TASK GOAL
Which lines in the material below contain the word "Mahatma"? Copy each of them.
══ DATASET EXCERPTS ══
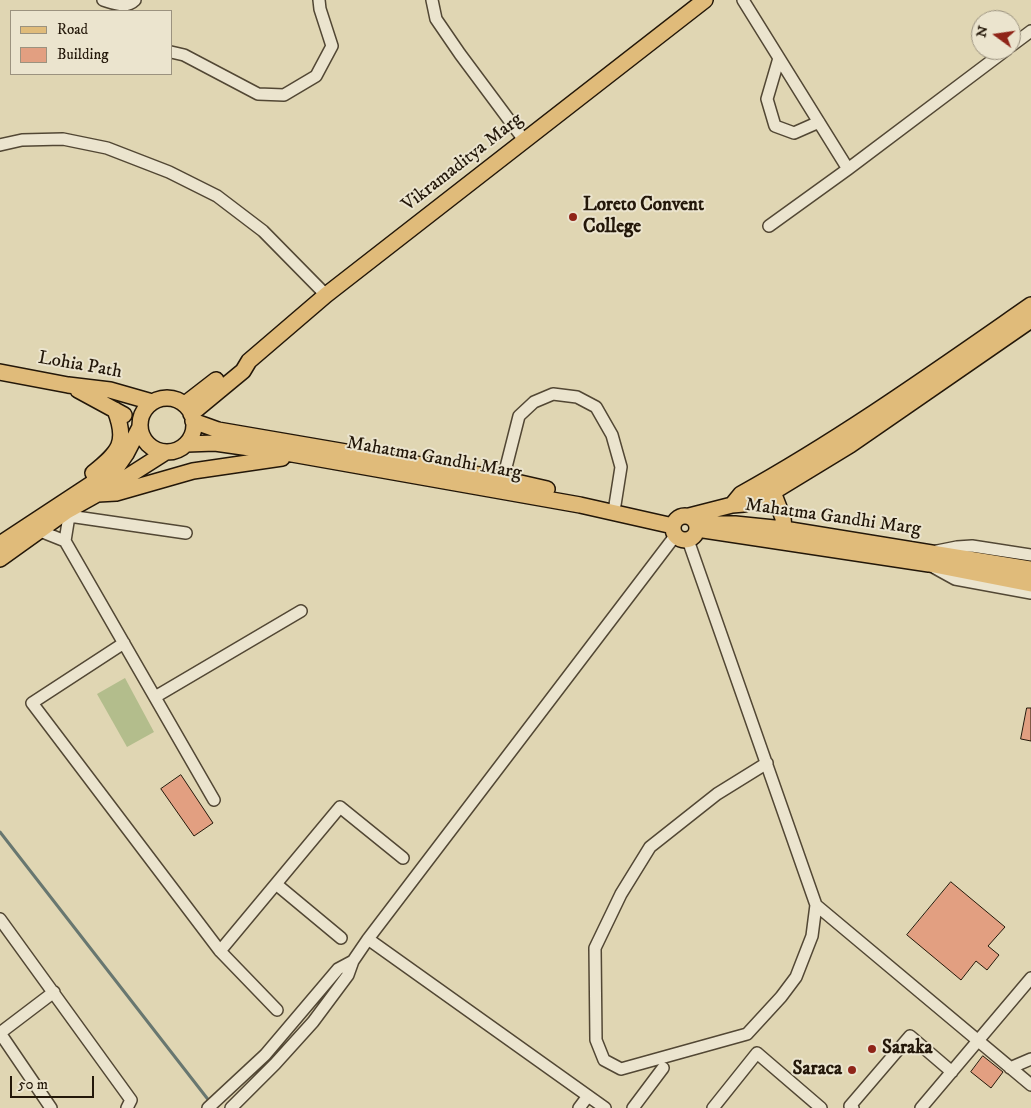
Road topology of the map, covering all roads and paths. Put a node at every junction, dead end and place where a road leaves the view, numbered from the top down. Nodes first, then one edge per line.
1 (103, 0) edge
2 (319, 0) edge
3 (432, 0) edge
4 (705, 0) edge
5 (743, 0) edge
6 (134, 5) edge
7 (172, 52) edge
8 (779, 58) junction
9 (993, 60) edge
10 (819, 122) junction
11 (524, 140) junction
12 (0, 145) edge
13 (848, 169) junction
14 (769, 226) dead end
15 (326, 295) junction
16 (1031, 305) edge
17 (1031, 320) edge
18 (978, 349) junction
19 (0, 372) edge
20 (68, 385) junction
21 (152, 402) junction
22 (115, 410) junction
23 (190, 413) junction
24 (140, 425) junction
25 (187, 444) junction
26 (166, 452) junction
27 (292, 454) junction
28 (503, 479) junction
29 (773, 492) junction
30 (98, 494) junction
31 (614, 505) junction
32 (732, 505) junction
33 (68, 513) junction
34 (41, 523) junction
35 (685, 527) junction
36 (784, 530) junction
37 (186, 533) dead end
38 (65, 541) junction
39 (0, 544) edge
40 (1031, 555) edge
41 (931, 558) junction
42 (0, 559) edge
43 (959, 563) junction
44 (1031, 569) edge
45 (1031, 584) edge
46 (1031, 593) edge
47 (302, 611) dead end
48 (124, 643) junction
49 (155, 697) junction
50 (767, 763) junction
51 (214, 800) dead end
52 (403, 858) dead end
53 (276, 884) junction
54 (816, 905) junction
55 (0, 919) edge
56 (341, 938) dead end
57 (368, 939) junction
58 (220, 951) junction
59 (352, 961) junction
60 (1031, 978) edge
61 (54, 992) junction
62 (278, 1010) dead end
63 (0, 1033) edge
64 (978, 1041) junction
65 (265, 1055) junction
66 (1031, 1059) edge
67 (275, 1064) junction
68 (663, 1068) dead end
69 (1010, 1068) junction
70 (952, 1072) junction
71 (1031, 1085) edge
72 (588, 1096) junction
73 (218, 1104) edge
74 (602, 1107) edge
75 (51, 1108) edge
76 (127, 1108) edge
77 (231, 1108) edge
78 (580, 1108) edge
79 (633, 1108) edge
80 (713, 1108) edge
81 (820, 1108) edge
82 (853, 1108) edge
83 (921, 1108) edge

1 - 6 street
2 - 7 street
3 - 11 street
4 - 11 main road, Vikramaditya Marg
5 - 8 street
8 - 10 street
8 - 10 street
9 - 13 street
10 - 13 street
11 - 15 main road, Vikramaditya Marg
12 - 15 street
13 - 14 street
15 - 23 main road, Vikramaditya Marg
16 - 18 main road
17 - 18 main road
18 - 29 main road
18 - 32 main road
19 - 20 main road, Lohia Path
20 - 21 main road, Lohia Path
20 - 22 main road
21 - 23 main road
21 - 24 main road
22 - 24 main road
22 - 34 main road
23 - 25 main road
23 - 28 main road, Mahatma Gandhi Marg
24 - 26 main road
24 - 34 main road
25 - 26 main road
25 - 27 main road, Mahatma Gandhi Marg
26 - 30 main road
27 - 30 main road
27 - 35 main road, Mahatma Gandhi Marg
28 - 31 main road, Mahatma Gandhi Marg
28 - 31 street
29 - 32 main road
29 - 36 main road
30 - 33 main road
31 - 35 main road, Mahatma Gandhi Marg
32 - 35 main road
33 - 34 main road
33 - 37 street
33 - 38 street
34 - 38 street
34 - 39 main road
34 - 42 main road
35 - 36 main road, Mahatma Gandhi Marg
35 - 41 main road, Mahatma Gandhi Marg
35 - 50 street
35 - 57 street
36 - 41 main road, Mahatma Gandhi Marg
38 - 48 street
40 - 41 street
41 - 43 main road
41 - 46 street
43 - 44 main road
43 - 45 main road
47 - 49 street
48 - 49 street
48 - 58 street
49 - 51 street
50 - 54 street
50 - 54 street
52 - 53 street
53 - 56 street
53 - 58 street
54 - 64 street
55 - 61 street
57 - 59 street
57 - 72 street
58 - 62 street
59 - 65 street
59 - 67 street
60 - 64 street
61 - 63 street
61 - 76 street
63 - 75 street
64 - 69 street
64 - 70 street
65 - 67 street
65 - 73 street
66 - 69 street
67 - 77 street
68 - 79 street
69 - 71 street
70 - 82 street
70 - 83 street
72 - 74 street
72 - 78 street
80 - 81 street

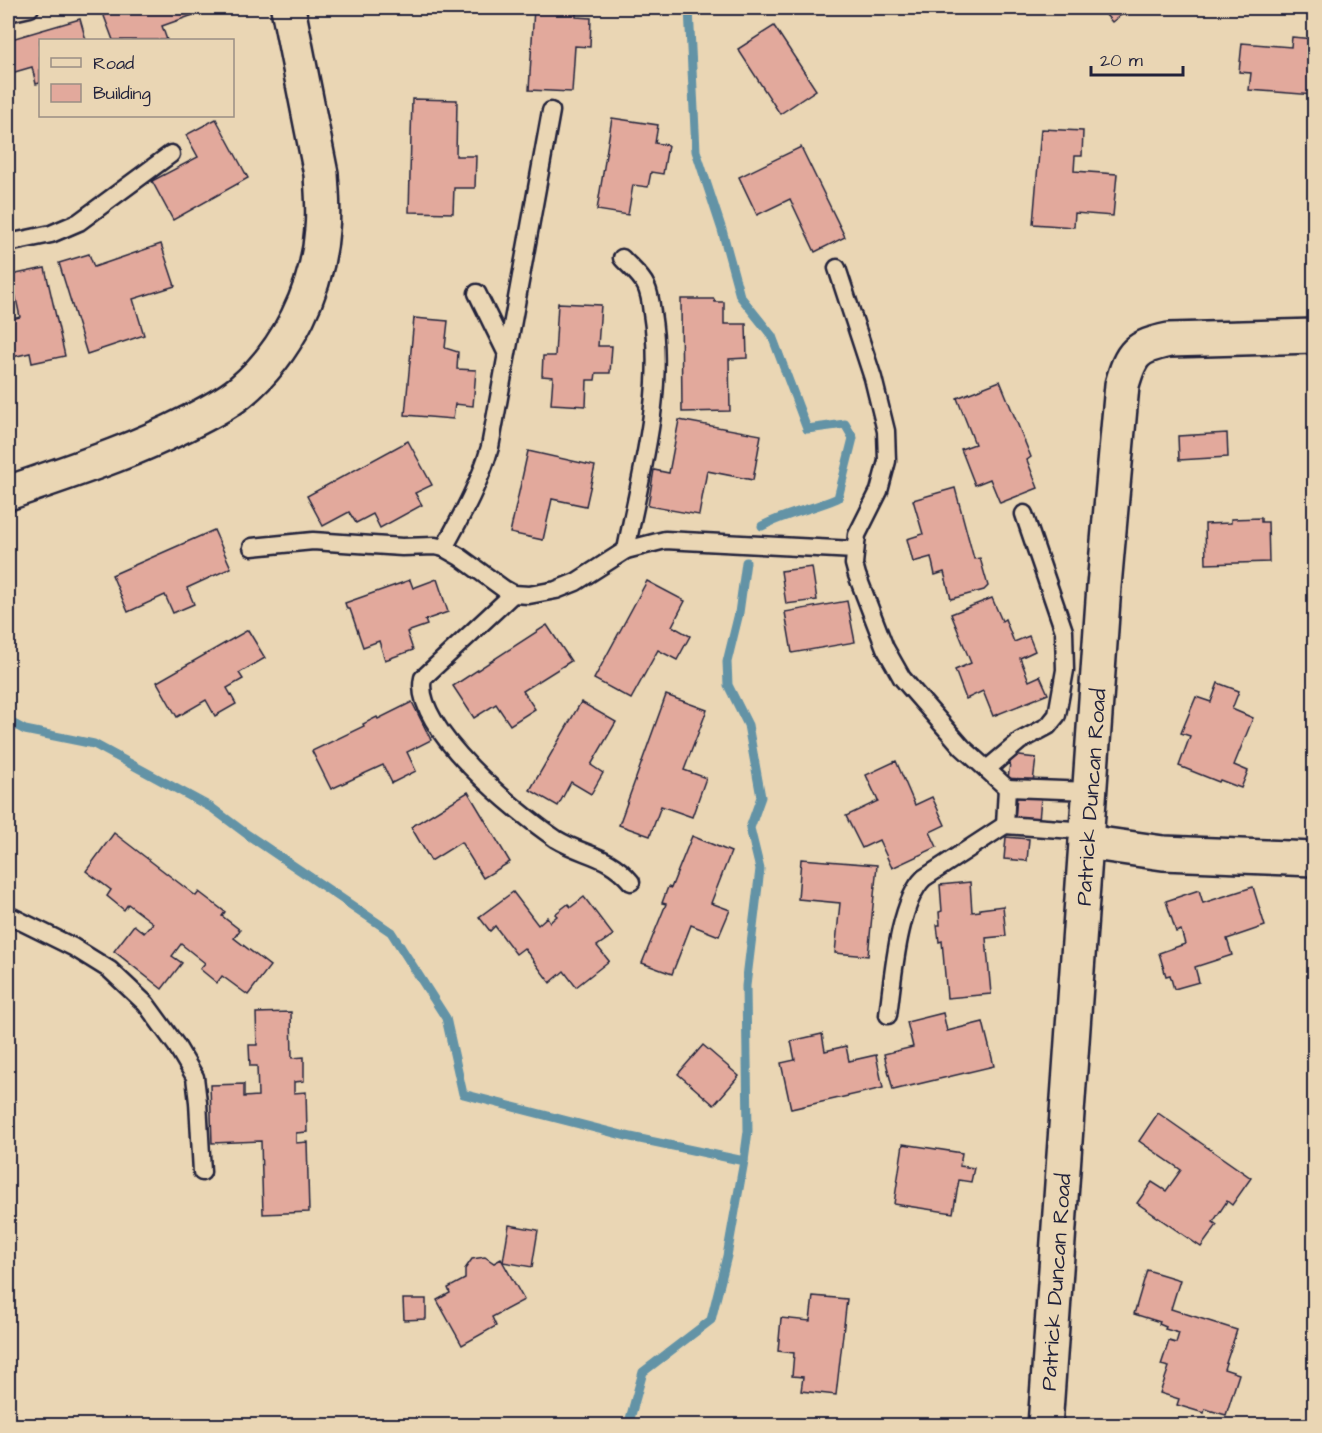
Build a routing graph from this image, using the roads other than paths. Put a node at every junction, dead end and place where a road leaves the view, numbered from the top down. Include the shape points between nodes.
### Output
1 (30, 8) edge
2 (288, 8) edge
3 (8, 13) edge
4 (551, 111) dead end
5 (171, 154) dead end
6 (8, 243) edge
7 (622, 258) dead end
8 (837, 268) dead end
9 (477, 293) dead end
10 (1314, 336) edge
11 (506, 351) junction
12 (8, 493) edge
13 (1024, 514) dead end
14 (252, 548) dead end
15 (444, 548) junction
16 (626, 550) junction
17 (855, 550) junction
18 (513, 594) junction
19 (987, 769) junction
20 (1007, 788) junction
21 (1090, 791) junction
22 (1005, 825) junction
23 (1087, 836) junction
24 (1314, 859) edge
25 (631, 882) dead end
26 (8, 915) edge
27 (888, 1015) dead end
28 (202, 1172) dead end
29 (1045, 1425) edge

1 - 3 lane
2 - 12 street via 323,200 316,267 298,316 260,371 240,392 207,414 146,444
4 - 11 lane
5 - 6 lane via 79,222 51,234
7 - 16 lane via 647,288 655,329 656,378
8 - 17 lane via 886,431 887,461
9 - 11 lane
10 - 21 street, Patrick Duncan Road via 1169,340 1137,352 1129,362 1122,385
11 - 15 lane via 484,469
13 - 19 lane via 1064,631 1065,670 1057,715 1048,726 1020,741
14 - 15 lane via 313,541
15 - 18 lane
16 - 17 lane via 665,540
16 - 18 lane via 556,590
17 - 19 lane via 854,564 873,618 902,678 962,747
18 - 25 lane via 423,678 423,699 449,744 521,815 559,841 615,865
19 - 20 lane
20 - 21 lane
20 - 22 lane
21 - 23 street, Patrick Duncan Road
22 - 23 lane
22 - 27 lane via 915,887 902,925
23 - 24 street via 1163,853
23 - 29 street, Patrick Duncan Road
26 - 28 lane via 110,970 146,1004 195,1077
═══
ANSWER FOR THIS EXERCISE
23 - 28 main road, Mahatma Gandhi Marg
25 - 27 main road, Mahatma Gandhi Marg
27 - 35 main road, Mahatma Gandhi Marg
28 - 31 main road, Mahatma Gandhi Marg
31 - 35 main road, Mahatma Gandhi Marg
35 - 36 main road, Mahatma Gandhi Marg
35 - 41 main road, Mahatma Gandhi Marg
36 - 41 main road, Mahatma Gandhi Marg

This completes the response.